ICFTU OnLine, 9 November 1996

Brussels, October 29 (ICFTU OnLine): The decision by Mauritian Prime Minister Nuvin Ramgoolam to renege on his promise to increase workers' salaries is leading to growing discontent on the Indian Ocean Island, according to the Mauritius Labour Congress (MLC), the country's main trade union centre.

During his election campaign last year Mr Ramgoolan, then leader of the opposition Labour Party, had pledged to raise Mauritian salaries by 15%. But he soon went back on his word, claiming that Mauritius's economic situation and its public deficit did not permit a pay review. According to the MLC, an amount of 700 million Rupees (42 million dollars) was secretly transferred to the Bank of Mauritius to deliberately and artificially increase the budget deficit. Exposure of the transfer, three months ago, led to the resignation of the then Finance Minister.

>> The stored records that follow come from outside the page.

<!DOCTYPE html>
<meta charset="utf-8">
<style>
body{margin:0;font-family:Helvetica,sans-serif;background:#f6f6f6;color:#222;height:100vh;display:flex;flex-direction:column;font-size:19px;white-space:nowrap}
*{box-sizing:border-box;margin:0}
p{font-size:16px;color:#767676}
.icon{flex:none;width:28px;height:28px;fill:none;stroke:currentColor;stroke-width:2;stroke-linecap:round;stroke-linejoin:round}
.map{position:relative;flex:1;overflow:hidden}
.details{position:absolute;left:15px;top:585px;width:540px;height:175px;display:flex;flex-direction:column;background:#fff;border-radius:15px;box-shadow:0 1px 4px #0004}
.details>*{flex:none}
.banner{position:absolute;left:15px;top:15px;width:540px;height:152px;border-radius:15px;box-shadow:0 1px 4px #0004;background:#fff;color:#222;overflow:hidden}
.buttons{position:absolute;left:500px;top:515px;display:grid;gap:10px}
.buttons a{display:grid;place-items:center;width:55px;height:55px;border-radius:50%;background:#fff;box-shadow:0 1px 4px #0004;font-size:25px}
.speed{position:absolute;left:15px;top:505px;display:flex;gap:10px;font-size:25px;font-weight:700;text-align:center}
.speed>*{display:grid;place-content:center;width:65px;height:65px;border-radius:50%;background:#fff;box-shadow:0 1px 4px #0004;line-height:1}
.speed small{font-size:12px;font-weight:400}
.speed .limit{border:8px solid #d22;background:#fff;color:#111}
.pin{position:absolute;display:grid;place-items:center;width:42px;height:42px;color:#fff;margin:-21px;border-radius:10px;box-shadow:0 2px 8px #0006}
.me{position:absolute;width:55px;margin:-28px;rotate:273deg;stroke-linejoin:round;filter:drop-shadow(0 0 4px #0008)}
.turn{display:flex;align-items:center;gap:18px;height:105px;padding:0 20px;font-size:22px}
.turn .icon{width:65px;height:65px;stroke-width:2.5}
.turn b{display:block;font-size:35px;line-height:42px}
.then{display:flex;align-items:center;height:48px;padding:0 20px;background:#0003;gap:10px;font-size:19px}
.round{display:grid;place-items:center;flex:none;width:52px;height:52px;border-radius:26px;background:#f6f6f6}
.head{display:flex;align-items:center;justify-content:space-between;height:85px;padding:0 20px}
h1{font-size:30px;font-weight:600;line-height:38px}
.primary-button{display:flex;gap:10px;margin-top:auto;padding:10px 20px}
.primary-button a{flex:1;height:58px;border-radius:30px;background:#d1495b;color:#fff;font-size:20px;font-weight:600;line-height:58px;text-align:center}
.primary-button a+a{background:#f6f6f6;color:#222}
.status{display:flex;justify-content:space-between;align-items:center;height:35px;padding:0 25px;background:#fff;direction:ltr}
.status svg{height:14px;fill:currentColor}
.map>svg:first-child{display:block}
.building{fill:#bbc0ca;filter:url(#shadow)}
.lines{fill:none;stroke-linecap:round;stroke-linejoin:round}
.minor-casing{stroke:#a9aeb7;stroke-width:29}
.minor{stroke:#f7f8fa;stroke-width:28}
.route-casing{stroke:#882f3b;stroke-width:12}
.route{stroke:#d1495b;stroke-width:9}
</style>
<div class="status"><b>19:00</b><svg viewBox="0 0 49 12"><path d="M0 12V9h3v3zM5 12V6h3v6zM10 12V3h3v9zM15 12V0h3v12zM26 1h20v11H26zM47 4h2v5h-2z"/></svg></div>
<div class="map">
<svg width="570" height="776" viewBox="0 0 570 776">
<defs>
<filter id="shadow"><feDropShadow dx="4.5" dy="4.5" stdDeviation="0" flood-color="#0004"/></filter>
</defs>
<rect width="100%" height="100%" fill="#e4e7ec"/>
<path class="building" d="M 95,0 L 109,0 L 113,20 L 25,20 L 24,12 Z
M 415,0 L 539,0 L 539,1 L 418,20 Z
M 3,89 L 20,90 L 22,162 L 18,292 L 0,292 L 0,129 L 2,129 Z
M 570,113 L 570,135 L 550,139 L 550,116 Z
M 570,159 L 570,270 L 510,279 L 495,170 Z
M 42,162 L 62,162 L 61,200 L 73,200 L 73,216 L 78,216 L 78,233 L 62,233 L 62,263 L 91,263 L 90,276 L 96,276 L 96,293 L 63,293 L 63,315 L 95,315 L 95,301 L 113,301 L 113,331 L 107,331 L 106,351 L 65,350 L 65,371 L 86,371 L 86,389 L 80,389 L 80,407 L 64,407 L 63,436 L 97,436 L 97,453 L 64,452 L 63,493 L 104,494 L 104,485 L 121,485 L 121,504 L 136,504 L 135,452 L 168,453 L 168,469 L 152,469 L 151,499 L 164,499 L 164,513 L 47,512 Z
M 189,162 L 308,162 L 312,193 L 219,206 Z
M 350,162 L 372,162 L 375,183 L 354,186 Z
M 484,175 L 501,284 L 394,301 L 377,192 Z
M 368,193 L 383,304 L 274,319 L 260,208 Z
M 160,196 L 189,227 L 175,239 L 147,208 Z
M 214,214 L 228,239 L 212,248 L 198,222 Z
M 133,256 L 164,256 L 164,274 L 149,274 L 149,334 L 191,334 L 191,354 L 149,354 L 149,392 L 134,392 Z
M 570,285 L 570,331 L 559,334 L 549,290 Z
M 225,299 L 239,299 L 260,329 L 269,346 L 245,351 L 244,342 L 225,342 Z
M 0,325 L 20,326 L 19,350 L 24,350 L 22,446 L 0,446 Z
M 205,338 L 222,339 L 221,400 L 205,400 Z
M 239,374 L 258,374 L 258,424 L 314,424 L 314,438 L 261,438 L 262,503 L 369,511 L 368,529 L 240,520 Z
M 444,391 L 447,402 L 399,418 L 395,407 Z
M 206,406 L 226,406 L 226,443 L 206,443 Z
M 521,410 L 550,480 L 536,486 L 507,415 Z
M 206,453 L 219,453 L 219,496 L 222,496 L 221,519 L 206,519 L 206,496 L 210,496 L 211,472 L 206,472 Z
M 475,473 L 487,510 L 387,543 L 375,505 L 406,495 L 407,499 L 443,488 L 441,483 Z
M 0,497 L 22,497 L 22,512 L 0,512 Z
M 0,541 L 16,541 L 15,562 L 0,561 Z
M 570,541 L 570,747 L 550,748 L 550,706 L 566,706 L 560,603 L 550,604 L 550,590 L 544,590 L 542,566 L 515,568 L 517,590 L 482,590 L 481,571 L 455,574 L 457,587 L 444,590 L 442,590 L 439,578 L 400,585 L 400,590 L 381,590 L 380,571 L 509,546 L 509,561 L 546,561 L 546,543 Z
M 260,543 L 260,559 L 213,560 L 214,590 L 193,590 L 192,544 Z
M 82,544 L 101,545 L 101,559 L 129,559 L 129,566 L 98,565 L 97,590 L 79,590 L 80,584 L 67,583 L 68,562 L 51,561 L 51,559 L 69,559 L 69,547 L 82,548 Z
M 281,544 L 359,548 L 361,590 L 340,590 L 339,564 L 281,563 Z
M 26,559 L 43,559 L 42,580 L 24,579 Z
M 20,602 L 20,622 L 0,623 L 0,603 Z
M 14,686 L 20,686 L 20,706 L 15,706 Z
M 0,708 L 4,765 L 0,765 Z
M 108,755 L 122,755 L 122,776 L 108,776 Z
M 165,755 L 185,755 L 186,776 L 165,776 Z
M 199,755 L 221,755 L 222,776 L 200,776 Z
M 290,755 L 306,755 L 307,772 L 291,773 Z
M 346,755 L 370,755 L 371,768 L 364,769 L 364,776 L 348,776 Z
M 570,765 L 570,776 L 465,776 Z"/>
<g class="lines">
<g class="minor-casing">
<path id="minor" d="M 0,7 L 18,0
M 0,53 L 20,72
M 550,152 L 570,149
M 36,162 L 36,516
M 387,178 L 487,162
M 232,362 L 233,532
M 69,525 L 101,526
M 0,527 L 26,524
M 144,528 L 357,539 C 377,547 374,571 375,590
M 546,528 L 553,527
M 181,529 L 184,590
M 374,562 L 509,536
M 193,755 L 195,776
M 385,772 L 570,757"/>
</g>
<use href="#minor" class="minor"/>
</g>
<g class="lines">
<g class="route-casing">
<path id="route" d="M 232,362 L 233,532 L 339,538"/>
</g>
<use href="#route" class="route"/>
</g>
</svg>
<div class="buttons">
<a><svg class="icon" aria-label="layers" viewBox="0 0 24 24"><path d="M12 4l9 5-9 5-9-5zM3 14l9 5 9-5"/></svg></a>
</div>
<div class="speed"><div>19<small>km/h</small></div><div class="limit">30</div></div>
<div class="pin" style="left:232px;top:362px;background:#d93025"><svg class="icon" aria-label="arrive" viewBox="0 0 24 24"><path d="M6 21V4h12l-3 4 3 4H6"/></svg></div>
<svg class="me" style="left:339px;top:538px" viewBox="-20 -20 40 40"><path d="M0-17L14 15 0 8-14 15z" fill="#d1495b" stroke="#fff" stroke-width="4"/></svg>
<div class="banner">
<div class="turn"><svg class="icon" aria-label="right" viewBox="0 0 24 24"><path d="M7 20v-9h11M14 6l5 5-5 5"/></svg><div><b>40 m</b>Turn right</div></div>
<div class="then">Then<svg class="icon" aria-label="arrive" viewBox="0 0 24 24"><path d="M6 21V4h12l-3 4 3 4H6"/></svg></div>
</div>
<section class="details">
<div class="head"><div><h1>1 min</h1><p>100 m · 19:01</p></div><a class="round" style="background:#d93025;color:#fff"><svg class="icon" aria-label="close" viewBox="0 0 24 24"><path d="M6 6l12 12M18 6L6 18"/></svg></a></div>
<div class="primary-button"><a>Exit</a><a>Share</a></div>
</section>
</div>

Following a complaint by the trade unions, the civil arbitration tribunal, whose decisions are binding for both workers' representatives and management, recently ruled that public sector workers' wages should be increased this year by the equivalent of three annual increments. Yet the government is refusing to implement the decision and has maintained the wage-freeze.

According to the 68,000 strong MLC, the government's refusal to abide by the Tribunal's award is adding to an already tense situation and "industrial action has become inevitable".

Wages in Mauritius are traditionnally low and demands by trade unions to raise the minimum wage (approximately 400 dollars) have been largely ignored by successive governments since 1988. An unprecedented national strike that year brought the island's economy to a standstill with some 300,000 workers downing their tools.

In a letter to Prime Minister Ramgoolam, the ICFTU urges the Mauritian government to respect the Arbitration Tribunal's judgment and to open talks with the trade union movement with a view to adopt economic policies, taking account of the social dimension.